Pull every line containing "then" from the data.
--- START ---
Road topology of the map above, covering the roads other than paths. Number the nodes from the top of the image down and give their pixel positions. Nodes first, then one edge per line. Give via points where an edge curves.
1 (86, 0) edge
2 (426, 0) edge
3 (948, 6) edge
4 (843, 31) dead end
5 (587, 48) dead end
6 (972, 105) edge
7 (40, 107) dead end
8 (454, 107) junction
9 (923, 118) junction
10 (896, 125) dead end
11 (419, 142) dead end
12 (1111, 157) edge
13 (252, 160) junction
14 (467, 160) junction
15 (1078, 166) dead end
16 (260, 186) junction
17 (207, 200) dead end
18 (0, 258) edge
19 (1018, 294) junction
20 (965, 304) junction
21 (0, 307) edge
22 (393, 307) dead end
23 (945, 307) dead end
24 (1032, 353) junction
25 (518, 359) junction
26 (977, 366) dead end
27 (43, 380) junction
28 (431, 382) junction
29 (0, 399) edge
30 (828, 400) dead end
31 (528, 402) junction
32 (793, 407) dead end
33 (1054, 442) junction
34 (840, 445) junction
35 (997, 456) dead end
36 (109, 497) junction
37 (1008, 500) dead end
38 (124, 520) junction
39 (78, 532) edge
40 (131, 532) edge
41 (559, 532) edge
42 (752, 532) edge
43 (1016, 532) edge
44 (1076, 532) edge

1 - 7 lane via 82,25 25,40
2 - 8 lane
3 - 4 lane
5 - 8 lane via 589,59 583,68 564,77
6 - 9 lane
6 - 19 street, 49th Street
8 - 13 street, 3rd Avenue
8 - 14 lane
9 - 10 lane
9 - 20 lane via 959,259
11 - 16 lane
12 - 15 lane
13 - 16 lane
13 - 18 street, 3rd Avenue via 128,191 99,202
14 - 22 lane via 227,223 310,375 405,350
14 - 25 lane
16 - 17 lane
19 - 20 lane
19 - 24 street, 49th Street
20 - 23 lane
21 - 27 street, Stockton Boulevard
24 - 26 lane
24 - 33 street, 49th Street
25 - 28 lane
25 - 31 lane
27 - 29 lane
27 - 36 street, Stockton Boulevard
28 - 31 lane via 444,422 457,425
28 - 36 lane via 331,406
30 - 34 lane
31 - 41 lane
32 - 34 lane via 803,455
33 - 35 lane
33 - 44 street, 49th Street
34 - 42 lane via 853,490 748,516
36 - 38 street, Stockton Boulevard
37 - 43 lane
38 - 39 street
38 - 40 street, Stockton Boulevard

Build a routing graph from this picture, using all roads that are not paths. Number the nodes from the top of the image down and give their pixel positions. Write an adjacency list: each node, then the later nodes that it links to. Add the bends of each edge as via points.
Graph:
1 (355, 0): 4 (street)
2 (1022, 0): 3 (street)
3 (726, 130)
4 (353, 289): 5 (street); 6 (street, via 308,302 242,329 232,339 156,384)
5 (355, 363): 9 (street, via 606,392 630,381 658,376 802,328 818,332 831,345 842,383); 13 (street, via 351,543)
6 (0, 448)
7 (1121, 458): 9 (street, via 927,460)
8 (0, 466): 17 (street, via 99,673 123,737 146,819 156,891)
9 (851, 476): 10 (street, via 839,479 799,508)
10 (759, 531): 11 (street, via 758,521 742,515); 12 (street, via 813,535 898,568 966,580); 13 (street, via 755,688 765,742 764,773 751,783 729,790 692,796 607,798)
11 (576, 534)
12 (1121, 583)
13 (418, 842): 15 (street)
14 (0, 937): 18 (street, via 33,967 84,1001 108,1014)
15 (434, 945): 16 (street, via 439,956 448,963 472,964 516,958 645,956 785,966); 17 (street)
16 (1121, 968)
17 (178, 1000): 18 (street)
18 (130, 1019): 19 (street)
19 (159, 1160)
--- END ---
**SOLVED PROBLEM:**
Road topology of the map above, covering the roads other than paths. Number the nodes from the top of the image down and give their pixel positions. Nodes first, then one edge per line. Give via points where an edge curves.
Build a routing graph from this picture, using all roads that are not paths. Number the nodes from the top of the image down and give their pixel positions. Write an adjacency list: each node, then the later nodes that it links to. Add the bends of each edge as via points.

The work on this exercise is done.